In hopes of growing its own business, the Kansas City Power and Light Co. is betting that sales of electricity-consuming EVs and plug-in hybrids will grow substantially in the region if potential customers see that there is a rich charging environment.
The strategy, which includes asking regulators in Kansas and Missouri to let the utility company pass the $20 million cost through to its customers, marks the first time a major investor-owned utility has entered the EV charging business in such a big way, although smaller utility-owned networks have been established in Texas and a few other states.
Regulators in California — which has the nation's largest plug-in vehicle population and about 2,000 public charging stations — only recently granted approval for that state's utilities to sell and install EV chargers directly.
Kansas City Power and Light, which serves western Missouri and eastern Kansas, is partnering with Nissan, builder of the Leaf EV, and California-based charging systems provider ChargePoint.
Nissan said earlier this week that it will fund 1,100 new Level 3 "quick charge" stations in 25 U.S. markets with high EV sales or strong potential. While the Kansas City program is separate, 16 of its chargers will be funded by Nissan.
The automaker said the Kansas City quick chargers will have both the SAE "combo" charging coupler used by European and American plug-in-vehicles and the CHAdeMo coupler used by the Nissan Leaf and Mitsubishi i-MiEV electric cars.
The utility will buy all 1,001 chargers from ChargePoint, which will manage the system.
The utility is gambling that its approach will answer the "chicken-or-egg" conundrum as it applies to the EV world by showing that the "egg," or EV fueling infrastructure, needs to come first for a healthy crop of EVs to develop.
Rather than stringing the chargers out in ones and twos to cover 500 or more locations, as has been the norm with public charging, the utility plans to clump them into just 225 locations, each with three to five chargers. Each charger will be capable of handling two vehicles at once.

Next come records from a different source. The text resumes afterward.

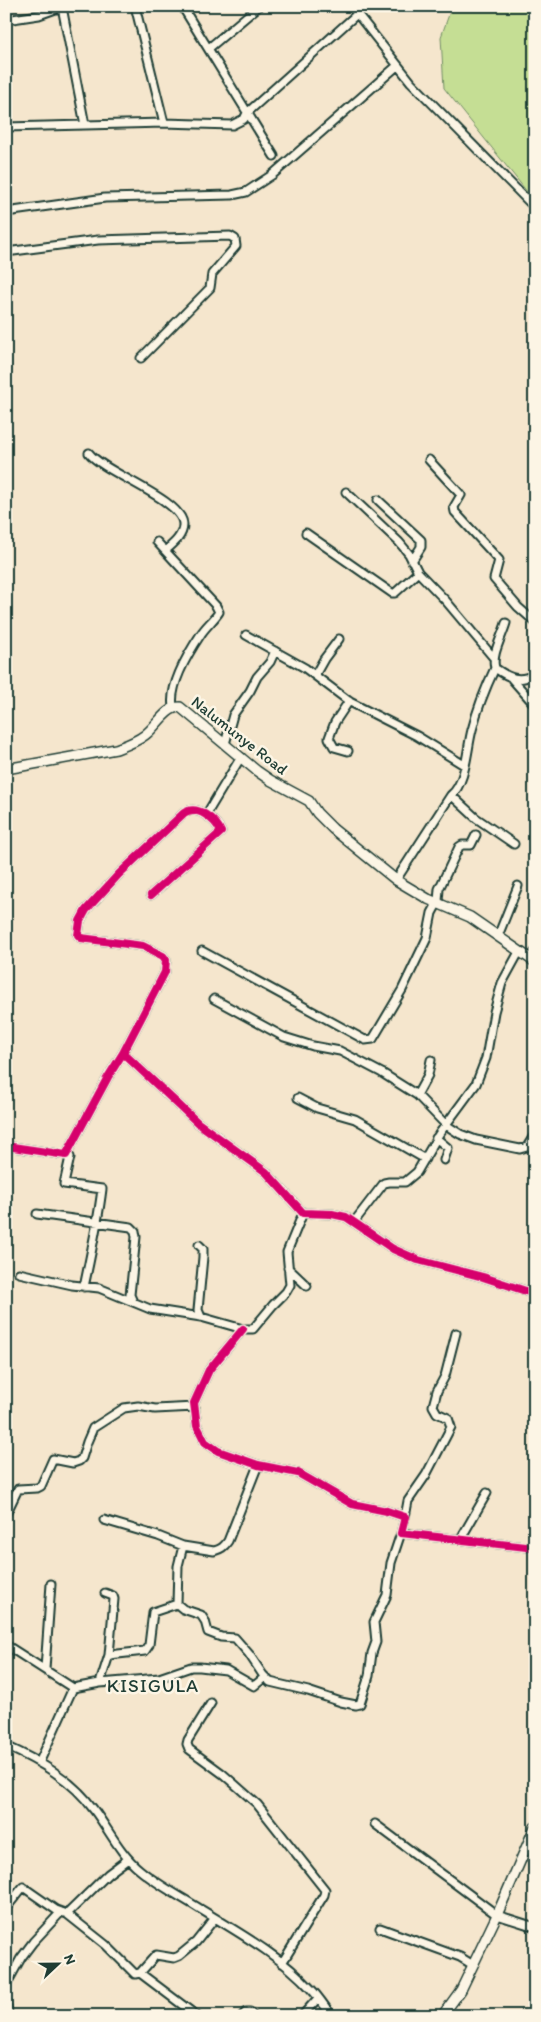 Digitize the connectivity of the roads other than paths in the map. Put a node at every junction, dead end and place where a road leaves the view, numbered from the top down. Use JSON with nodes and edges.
{"nodes":[{"id":1,"x":135,"y":6,"type":"edge"},
{"id":2,"x":182,"y":6,"type":"edge"},
{"id":3,"x":259,"y":6,"type":"edge"},
{"id":4,"x":351,"y":6,"type":"edge"},
{"id":5,"x":63,"y":7,"type":"edge"},
{"id":6,"x":357,"y":14,"type":"junction"},
{"id":7,"x":6,"y":20,"type":"edge"},
{"id":8,"x":209,"y":48,"type":"junction"},
{"id":9,"x":397,"y":66,"type":"junction"},
{"id":10,"x":247,"y":113,"type":"junction"},
{"id":11,"x":164,"y":123,"type":"junction"},
{"id":12,"x":85,"y":125,"type":"junction"},
{"id":13,"x":6,"y":127,"type":"edge"},
{"id":14,"x":274,"y":156,"type":"dead end"},
{"id":15,"x":535,"y":208,"type":"edge"},
{"id":16,"x":6,"y":212,"type":"edge"},
{"id":17,"x":6,"y":252,"type":"edge"},
{"id":18,"x":141,"y":358,"type":"dead end"},
{"id":19,"x":89,"y":454,"type":"dead end"},
{"id":20,"x":429,"y":460,"type":"dead end"},
{"id":21,"x":346,"y":492,"type":"dead end"},
{"id":22,"x":378,"y":500,"type":"dead end"},
{"id":23,"x":306,"y":533,"type":"dead end"},
{"id":24,"x":157,"y":542,"type":"dead end"},
{"id":25,"x":166,"y":550,"type":"junction"},
{"id":26,"x":412,"y":561,"type":"junction"},
{"id":27,"x":418,"y":572,"type":"junction"},
{"id":28,"x":535,"y":622,"type":"edge"},
{"id":29,"x":506,"y":623,"type":"dead end"},
{"id":30,"x":246,"y":635,"type":"dead end"},
{"id":31,"x":339,"y":639,"type":"dead end"},
{"id":32,"x":275,"y":652,"type":"junction"},
{"id":33,"x":493,"y":657,"type":"junction"},
{"id":34,"x":495,"y":668,"type":"junction"},
{"id":35,"x":535,"y":674,"type":"edge"},
{"id":36,"x":315,"y":675,"type":"junction"},
{"id":37,"x":512,"y":679,"type":"junction"},
{"id":38,"x":349,"y":701,"type":"junction"},
{"id":39,"x":535,"y":705,"type":"edge"},
{"id":40,"x":173,"y":707,"type":"junction"},
{"id":41,"x":225,"y":744,"type":"junction"},
{"id":42,"x":348,"y":751,"type":"dead end"},
{"id":43,"x":241,"y":757,"type":"junction"},
{"id":44,"x":464,"y":765,"type":"junction"},
{"id":45,"x":6,"y":769,"type":"edge"},
{"id":46,"x":451,"y":795,"type":"junction"},
{"id":47,"x":206,"y":815,"type":"junction"},
{"id":48,"x":476,"y":835,"type":"dead end"},
{"id":49,"x":514,"y":844,"type":"dead end"},
{"id":50,"x":396,"y":880,"type":"junction"},
{"id":51,"x":518,"y":886,"type":"dead end"},
{"id":52,"x":151,"y":895,"type":"dead end"},
{"id":53,"x":438,"y":902,"type":"junction"},
{"id":54,"x":498,"y":936,"type":"junction"},
{"id":55,"x":202,"y":951,"type":"dead end"},
{"id":56,"x":519,"y":952,"type":"junction"},
{"id":57,"x":533,"y":958,"type":"edge"},
{"id":58,"x":214,"y":999,"type":"dead end"},
{"id":59,"x":123,"y":1054,"type":"junction"},
{"id":60,"x":431,"y":1060,"type":"dead end"},
{"id":61,"x":417,"y":1095,"type":"junction"},
{"id":62,"x":298,"y":1098,"type":"dead end"},
{"id":63,"x":446,"y":1125,"type":"junction"},
{"id":64,"x":535,"y":1134,"type":"edge"},
{"id":65,"x":436,"y":1138,"type":"junction"},
{"id":66,"x":6,"y":1146,"type":"edge"},
{"id":67,"x":70,"y":1156,"type":"dead end"},
{"id":68,"x":425,"y":1159,"type":"junction"},
{"id":69,"x":444,"y":1160,"type":"dead end"},
{"id":70,"x":303,"y":1213,"type":"junction"},
{"id":71,"x":37,"y":1214,"type":"dead end"},
{"id":72,"x":98,"y":1222,"type":"junction"},
{"id":73,"x":354,"y":1222,"type":"junction"},
{"id":74,"x":200,"y":1245,"type":"dead end"},
{"id":75,"x":288,"y":1267,"type":"junction"},
{"id":76,"x":19,"y":1272,"type":"dead end"},
{"id":77,"x":307,"y":1286,"type":"dead end"},
{"id":78,"x":84,"y":1287,"type":"junction"},
{"id":79,"x":535,"y":1294,"type":"edge"},
{"id":80,"x":132,"y":1302,"type":"junction"},
{"id":81,"x":201,"y":1317,"type":"junction"},
{"id":82,"x":243,"y":1329,"type":"junction"},
{"id":83,"x":456,"y":1332,"type":"dead end"},
{"id":84,"x":195,"y":1407,"type":"junction"},
{"id":85,"x":258,"y":1465,"type":"junction"},
{"id":86,"x":487,"y":1494,"type":"dead end"},
{"id":87,"x":8,"y":1505,"type":"edge"},
{"id":88,"x":6,"y":1514,"type":"edge"},
{"id":89,"x":405,"y":1517,"type":"junction"},
{"id":90,"x":104,"y":1520,"type":"dead end"},
{"id":91,"x":401,"y":1533,"type":"junction"},
{"id":92,"x":460,"y":1540,"type":"junction"},
{"id":93,"x":183,"y":1546,"type":"junction"},
{"id":94,"x":535,"y":1548,"type":"edge"},
{"id":95,"x":50,"y":1584,"type":"dead end"},
{"id":96,"x":105,"y":1593,"type":"dead end"},
{"id":97,"x":177,"y":1604,"type":"junction"},
{"id":98,"x":6,"y":1644,"type":"edge"},
{"id":99,"x":109,"y":1656,"type":"junction"},
{"id":100,"x":45,"y":1670,"type":"junction"},
{"id":101,"x":265,"y":1678,"type":"junction"},
{"id":102,"x":100,"y":1683,"type":"junction"},
{"id":103,"x":73,"y":1688,"type":"junction"},
{"id":104,"x":211,"y":1703,"type":"dead end"},
{"id":105,"x":6,"y":1746,"type":"edge"},
{"id":106,"x":40,"y":1761,"type":"junction"},
{"id":107,"x":376,"y":1824,"type":"dead end"},
{"id":108,"x":535,"y":1827,"type":"edge"},
{"id":109,"x":128,"y":1859,"type":"junction"},
{"id":110,"x":8,"y":1902,"type":"edge"},
{"id":111,"x":64,"y":1913,"type":"junction"},
{"id":112,"x":497,"y":1915,"type":"junction"},
{"id":113,"x":215,"y":1918,"type":"junction"},
{"id":114,"x":535,"y":1927,"type":"edge"},
{"id":115,"x":380,"y":1928,"type":"dead end"},
{"id":116,"x":282,"y":1963,"type":"junction"},
{"id":117,"x":473,"y":1965,"type":"junction"},
{"id":118,"x":140,"y":1974,"type":"junction"},
{"id":119,"x":6,"y":1985,"type":"edge"},
{"id":120,"x":318,"y":1998,"type":"junction"},
{"id":121,"x":6,"y":2004,"type":"edge"},
{"id":122,"x":9,"y":2016,"type":"edge"},
{"id":123,"x":197,"y":2016,"type":"edge"},
{"id":124,"x":242,"y":2016,"type":"edge"},
{"id":125,"x":253,"y":2016,"type":"edge"},
{"id":126,"x":302,"y":2016,"type":"edge"},
{"id":127,"x":332,"y":2016,"type":"edge"},
{"id":128,"x":442,"y":2016,"type":"edge"}],
"edges":[{"from":1,"to":11,"type":"street"},
{"from":2,"to":8,"type":"street"},
{"from":3,"to":8,"type":"street"},
{"from":4,"to":6,"type":"street"},
{"from":5,"to":7,"type":"street"},
{"from":5,"to":12,"type":"street"},
{"from":6,"to":9,"type":"street"},
{"from":6,"to":10,"type":"street"},
{"from":8,"to":10,"type":"street"},
{"from":9,"to":15,"type":"street"},
{"from":9,"to":16,"type":"street"},
{"from":10,"to":11,"type":"street"},
{"from":10,"to":14,"type":"street"},
{"from":11,"to":12,"type":"street"},
{"from":12,"to":13,"type":"street"},
{"from":17,"to":18,"type":"street"},
{"from":19,"to":25,"type":"street"},
{"from":20,"to":28,"type":"street"},
{"from":21,"to":26,"type":"street"},
{"from":22,"to":26,"type":"street"},
{"from":23,"to":27,"type":"street"},
{"from":24,"to":25,"type":"street"},
{"from":25,"to":40,"type":"street"},
{"from":26,"to":27,"type":"street"},
{"from":27,"to":33,"type":"street"},
{"from":29,"to":33,"type":"street"},
{"from":30,"to":32,"type":"street"},
{"from":31,"to":36,"type":"street"},
{"from":32,"to":36,"type":"street"},
{"from":32,"to":41,"type":"street"},
{"from":33,"to":34,"type":"street"},
{"from":34,"to":37,"type":"street"},
{"from":34,"to":44,"type":"street"},
{"from":35,"to":37,"type":"street"},
{"from":36,"to":38,"type":"street"},
{"from":37,"to":39,"type":"street"},
{"from":38,"to":42,"type":"street"},
{"from":38,"to":44,"type":"street"},
{"from":40,"to":41,"type":"street","name":"Nalumunye Road"},
{"from":40,"to":45,"type":"street","name":"Nalumunye Road"},
{"from":41,"to":43,"type":"street","name":"Nalumunye Road"},
{"from":43,"to":47,"type":"street"},
{"from":43,"to":50,"type":"street","name":"Nalumunye Road"},
{"from":44,"to":46,"type":"street"},
{"from":46,"to":49,"type":"street"},
{"from":46,"to":50,"type":"street"},
{"from":47,"to":52,"type":"street"},
{"from":47,"to":59,"type":"street"},
{"from":48,"to":53,"type":"street"},
{"from":50,"to":53,"type":"street","name":"Nalumunye Road"},
{"from":51,"to":54,"type":"street"},
{"from":53,"to":54,"type":"street","name":"Nalumunye Road"},
{"from":53,"to":55,"type":"street"},
{"from":54,"to":56,"type":"street","name":"Nalumunye Road"},
{"from":56,"to":57,"type":"street","name":"Nalumunye Road"},
{"from":56,"to":63,"type":"street"},
{"from":58,"to":61,"type":"street"},
{"from":59,"to":66,"type":"street"},
{"from":59,"to":70,"type":"street"},
{"from":60,"to":61,"type":"street"},
{"from":61,"to":63,"type":"street"},
{"from":62,"to":68,"type":"street"},
{"from":63,"to":64,"type":"street"},
{"from":63,"to":65,"type":"street"},
{"from":65,"to":68,"type":"street"},
{"from":65,"to":69,"type":"street"},
{"from":67,"to":72,"type":"street"},
{"from":68,"to":73,"type":"street"},
{"from":70,"to":73,"type":"street"},
{"from":70,"to":75,"type":"street"},
{"from":71,"to":72,"type":"street"},
{"from":72,"to":78,"type":"street"},
{"from":72,"to":80,"type":"street"},
{"from":73,"to":79,"type":"street"},
{"from":74,"to":81,"type":"street"},
{"from":75,"to":77,"type":"street"},
{"from":75,"to":82,"type":"street"},
{"from":76,"to":78,"type":"street"},
{"from":78,"to":80,"type":"street"},
{"from":80,"to":81,"type":"street"},
{"from":81,"to":82,"type":"street"},
{"from":82,"to":84,"type":"street"},
{"from":83,"to":89,"type":"street"},
{"from":84,"to":85,"type":"street"},
{"from":84,"to":87,"type":"street"},
{"from":85,"to":89,"type":"street"},
{"from":85,"to":93,"type":"street"},
{"from":86,"to":92,"type":"street"},
{"from":87,"to":88,"type":"street"},
{"from":89,"to":91,"type":"street"},
{"from":90,"to":93,"type":"street"},
{"from":91,"to":92,"type":"street"},
{"from":91,"to":101,"type":"street"},
{"from":92,"to":94,"type":"street"},
{"from":93,"to":97,"type":"street"},
{"from":95,"to":100,"type":"street"},
{"from":96,"to":99,"type":"street"},
{"from":97,"to":99,"type":"street"},
{"from":97,"to":101,"type":"street"},
{"from":98,"to":100,"type":"street"},
{"from":99,"to":102,"type":"street"},
{"from":100,"to":103,"type":"street"},
{"from":101,"to":102,"type":"street"},
{"from":102,"to":103,"type":"street"},
{"from":103,"to":106,"type":"street"},
{"from":104,"to":116,"type":"street"},
{"from":105,"to":106,"type":"street"},
{"from":106,"to":109,"type":"street"},
{"from":107,"to":112,"type":"street"},
{"from":108,"to":112,"type":"street"},
{"from":109,"to":111,"type":"street"},
{"from":109,"to":113,"type":"street"},
{"from":110,"to":111,"type":"street"},
{"from":111,"to":118,"type":"street"},
{"from":111,"to":119,"type":"street"},
{"from":112,"to":114,"type":"street"},
{"from":112,"to":117,"type":"street"},
{"from":113,"to":116,"type":"street"},
{"from":113,"to":118,"type":"street"},
{"from":115,"to":117,"type":"street"},
{"from":116,"to":120,"type":"street"},
{"from":117,"to":128,"type":"street"},
{"from":118,"to":123,"type":"street"},
{"from":120,"to":126,"type":"street"},
{"from":120,"to":127,"type":"street"},
{"from":121,"to":122,"type":"street"},
{"from":124,"to":125,"type":"street"}]}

Most of the stations will installed at malls and restaurants and will provide 240-volt, Level 2 chargers capable of providing "top up" recharging while EV drivers shop, eat or attend movies or other entertainment and sporting events.

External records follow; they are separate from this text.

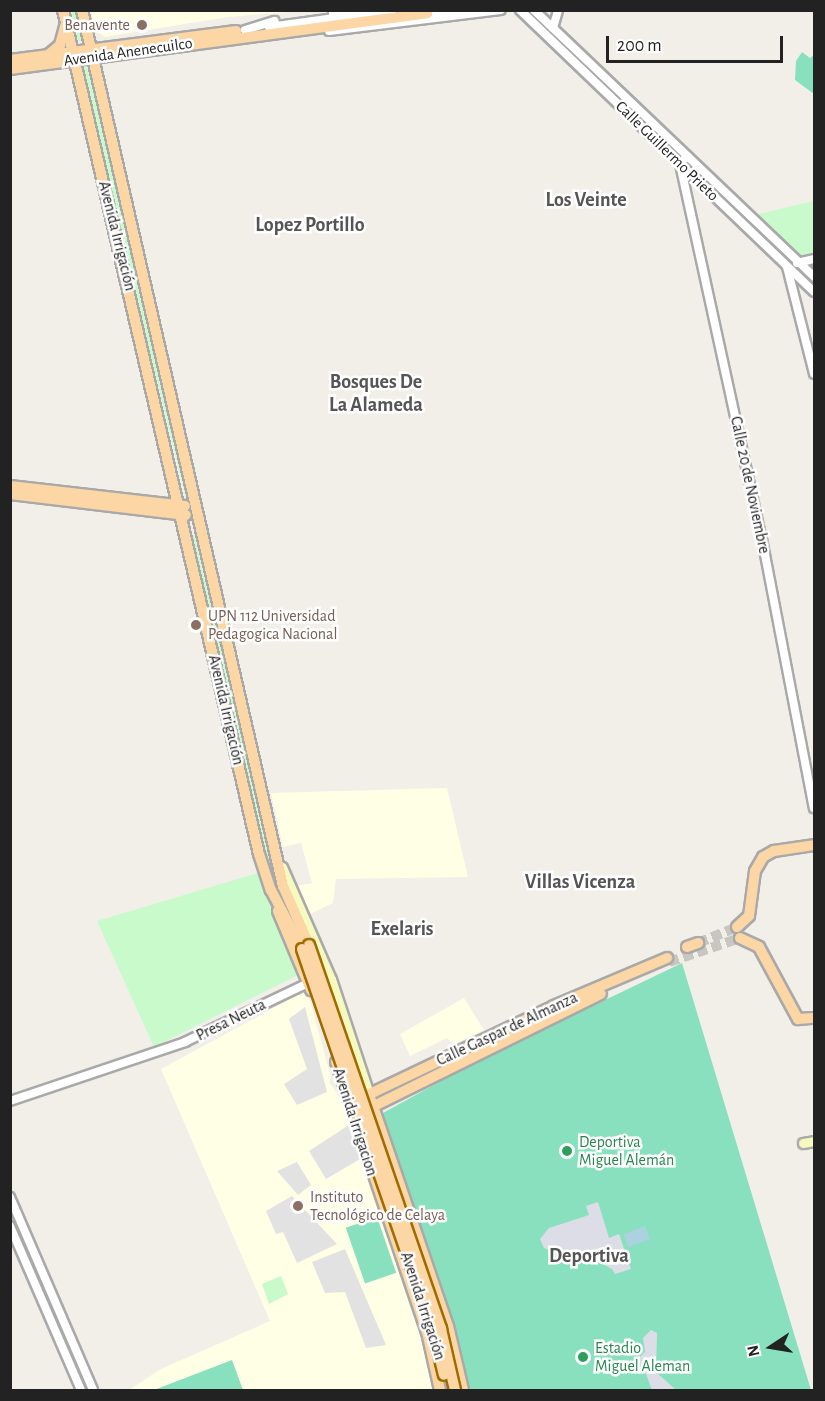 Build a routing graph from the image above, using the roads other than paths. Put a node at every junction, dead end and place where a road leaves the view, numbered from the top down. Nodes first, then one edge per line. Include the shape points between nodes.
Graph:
1 (63, 10) edge
2 (82, 10) edge
3 (350, 10) edge
4 (393, 10) edge
5 (448, 10) edge
6 (501, 10) edge
7 (520, 10) edge
8 (534, 10) edge
9 (558, 10) edge
10 (427, 16) junction
11 (66, 23) junction
12 (85, 28) junction
13 (554, 28) junction
14 (269, 30) junction
15 (246, 33) junction
16 (110, 51) junction
17 (90, 54) junction
18 (74, 56) junction
19 (50, 59) junction
20 (10, 60) edge
21 (10, 69) edge
22 (96, 77) junction
23 (79, 80) junction
24 (687, 156) junction
25 (680, 164) junction
26 (814, 259) edge
27 (800, 262) junction
28 (787, 266) junction
29 (814, 277) edge
30 (814, 292) edge
31 (814, 374) edge
32 (174, 484) junction
33 (10, 486) edge
34 (10, 494) edge
35 (161, 502) junction
36 (180, 510) junction
37 (196, 512) junction
38 (814, 808) edge
39 (274, 844) junction
40 (814, 845) edge
41 (271, 891) junction
42 (698, 943) tunnel mouth
43 (306, 947) junction
44 (687, 947) dead end
45 (308, 982) junction
46 (814, 1018) edge
47 (339, 1071) junction
48 (362, 1071) junction
49 (369, 1094) junction
50 (10, 1101) edge
51 (349, 1104) junction
52 (374, 1106) junction
53 (814, 1141) edge
54 (803, 1143) dead end
55 (399, 1182) junction
56 (377, 1187) junction
57 (10, 1197) edge
58 (411, 1217) junction
59 (10, 1226) edge
60 (390, 1226) junction
61 (81, 1390) edge
62 (93, 1390) edge
63 (440, 1390) edge
64 (448, 1390) edge
65 (455, 1390) edge
66 (463, 1390) edge

1 - 11 main road, Avenida Irrigación
2 - 12 main road, Avenida Irrigación
3 - 15 street, Avenida Anenecuilco via 258,24
4 - 14 street, Avenida Anenecuilco
5 - 10 street
6 - 10 street
7 - 25 street, Calle Guillermo Prieto
8 - 13 street, Calle Guillermo Prieto
9 - 13 street
10 - 14 main road, Avenida Anenecuilco
10 - 15 street, Avenida Anenecuilco via 260,40
11 - 18 main road, Avenida Irrigación
11 - 19 main road via 60,45
12 - 16 main road
12 - 17 main road, Avenida Irrigación
13 - 24 street, Calle Guillermo Prieto
14 - 15 main road, Avenida Anenecuilco
15 - 16 main road, Avenida Anenecuilco
16 - 17 main road, Avenida Anenecuilco
16 - 22 main road via 99,65
17 - 18 main road, Avenida Anenecuilco
17 - 22 main road, Avenida Irrigación
18 - 19 main road, Avenida Anenecuilco
18 - 23 main road, Avenida Irrigación
19 - 20 main road, Avenida Anenecuilco
19 - 21 main road, Avenida Anenecuilco
19 - 23 main road
22 - 37 main road, Avenida Irrigación
23 - 32 main road, Avenida Irrigación
24 - 25 street
24 - 27 street, Calle Guillermo Prieto
25 - 28 street, Calle Guillermo Prieto
25 - 38 street, Calle 20 de Noviembre via 762,539
26 - 27 street
27 - 28 street
27 - 29 street, Calle Guillermo Prieto
28 - 30 street, Calle Guillermo Prieto
28 - 31 street
32 - 35 main road
32 - 36 main road, Avenida Irrigación
33 - 35 main road
34 - 36 main road
35 - 36 main road
36 - 37 main road
36 - 41 main road, Avenida Irrigación via 256,842
37 - 39 main road, Avenida Irrigación
39 - 43 main road, Avenida Irrigación via 283,886
39 - 48 main road, Avenida Irrigacion via 331,979
40 - 46 main road via 763,856 755,871 752,908 738,933 759,947 798,1019
41 - 43 main road, Avenida Irrigación
41 - 45 main road, Avenida Irrigacion
42 - 44 main road
43 - 64 main road, Avenida Irrigación, bridge via 433,1330
43 - 65 main road, Avenida Irrigación, bridge via 441,1329
45 - 47 main road, Avenida Irrigacion
45 - 50 street, Presa Neuta via 185,1042
47 - 48 street via 351,1079
47 - 51 main road, Avenida Irrigacion
48 - 49 main road, Avenida Irrigacion
49 - 51 main road, Calle Gaspar de Almanza
49 - 52 main road, Avenida Irrigacion
49 - 52 main road, Calle Gaspar de Almanza via 554,1006 668,960
51 - 56 main road, Avenida Irrigacion
52 - 55 main road, Avenida Irrigacion
53 - 54 main road
55 - 56 main road via 389,1191
55 - 58 main road, Avenida Irrigacion
56 - 60 main road, Avenida Irrigacion
57 - 62 street
58 - 60 street via 396,1215
58 - 66 main road, Avenida Irrigacion via 448,1326
59 - 61 street
60 - 63 main road, Avenida Irrigacion via 427,1332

The charging network will resemble the traditional gas station, with multiple "pumps" capable of handling rush-hour demand even though many will sit idle much of the time.

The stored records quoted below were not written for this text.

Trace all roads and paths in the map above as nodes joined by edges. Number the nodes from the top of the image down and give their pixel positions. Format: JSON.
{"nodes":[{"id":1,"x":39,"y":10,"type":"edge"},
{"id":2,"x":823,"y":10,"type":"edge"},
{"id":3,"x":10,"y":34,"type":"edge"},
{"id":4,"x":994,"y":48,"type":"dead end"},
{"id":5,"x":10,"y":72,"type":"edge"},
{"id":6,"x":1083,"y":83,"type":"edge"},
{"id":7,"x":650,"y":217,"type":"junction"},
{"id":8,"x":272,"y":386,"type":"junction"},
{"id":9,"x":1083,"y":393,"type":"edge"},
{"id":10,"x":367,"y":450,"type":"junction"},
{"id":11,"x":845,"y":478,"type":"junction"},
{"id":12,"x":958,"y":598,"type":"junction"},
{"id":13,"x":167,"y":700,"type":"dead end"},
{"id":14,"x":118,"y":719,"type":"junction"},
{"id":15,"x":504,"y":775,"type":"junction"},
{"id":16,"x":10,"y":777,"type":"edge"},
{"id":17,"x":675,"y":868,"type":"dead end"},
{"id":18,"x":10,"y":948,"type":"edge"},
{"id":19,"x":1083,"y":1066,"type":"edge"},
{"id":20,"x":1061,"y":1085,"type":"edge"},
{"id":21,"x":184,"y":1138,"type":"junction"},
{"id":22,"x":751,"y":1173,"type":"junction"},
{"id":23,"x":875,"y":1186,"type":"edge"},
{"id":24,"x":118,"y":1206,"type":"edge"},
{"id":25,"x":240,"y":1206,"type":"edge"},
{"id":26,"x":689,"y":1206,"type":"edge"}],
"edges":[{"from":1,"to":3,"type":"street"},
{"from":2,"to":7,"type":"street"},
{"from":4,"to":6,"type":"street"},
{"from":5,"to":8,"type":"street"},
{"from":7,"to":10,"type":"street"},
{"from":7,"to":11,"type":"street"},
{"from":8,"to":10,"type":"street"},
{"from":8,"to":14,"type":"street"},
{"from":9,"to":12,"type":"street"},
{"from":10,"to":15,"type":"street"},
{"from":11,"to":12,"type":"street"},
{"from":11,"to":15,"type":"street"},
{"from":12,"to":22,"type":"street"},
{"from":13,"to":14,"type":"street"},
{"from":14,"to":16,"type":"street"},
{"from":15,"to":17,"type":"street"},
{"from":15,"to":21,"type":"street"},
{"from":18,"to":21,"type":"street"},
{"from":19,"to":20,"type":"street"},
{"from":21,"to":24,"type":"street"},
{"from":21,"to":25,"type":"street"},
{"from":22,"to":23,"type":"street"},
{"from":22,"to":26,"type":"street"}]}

A utility spokesman said the hope is that "range anxiety" among potential EV buyers will be greatly reduced if they know that so many stations are available and that they likely won't have to wait in line if they need to charge while on trips.
The utility believes its network, capable of serving a population of up to 10,000 plug-in vehicles, will drive significant EV sales in the metropolitan Kansas City area.
Use of the chargers will be free to EV drivers through the first two years of the program, a utility spokesman said. The cost of building and maintaining the network should add $1 to $2 to the average monthly electricity bill in the area, the utility company told regulators.
And while KC Power and Light has been heavily dependent on coal-fired generation, which greatly reduces the environmental benefit of EVs, it has been stepping up its use of renewable wind power and recently announced it will retire six of its coal-burning generation plants.
The utility sees the EV charger network as part of an overall energy efficiency program that will enable it years to come to take advantage of the ability of EVs to put power back into the grid during times of peak demand. Additionally, the utility will be able to control the flow of power to the charging stations it operates, limiting their use when overall demand for power in the region begins approaching the limits of supply.
Edmunds says: Plug-in-vehile drivers — present and future — can only benefit when more alternative fueling networks are put into play; and it's nice to see attention being paid to the day when more than one EV at a time will need to charge at an individual station.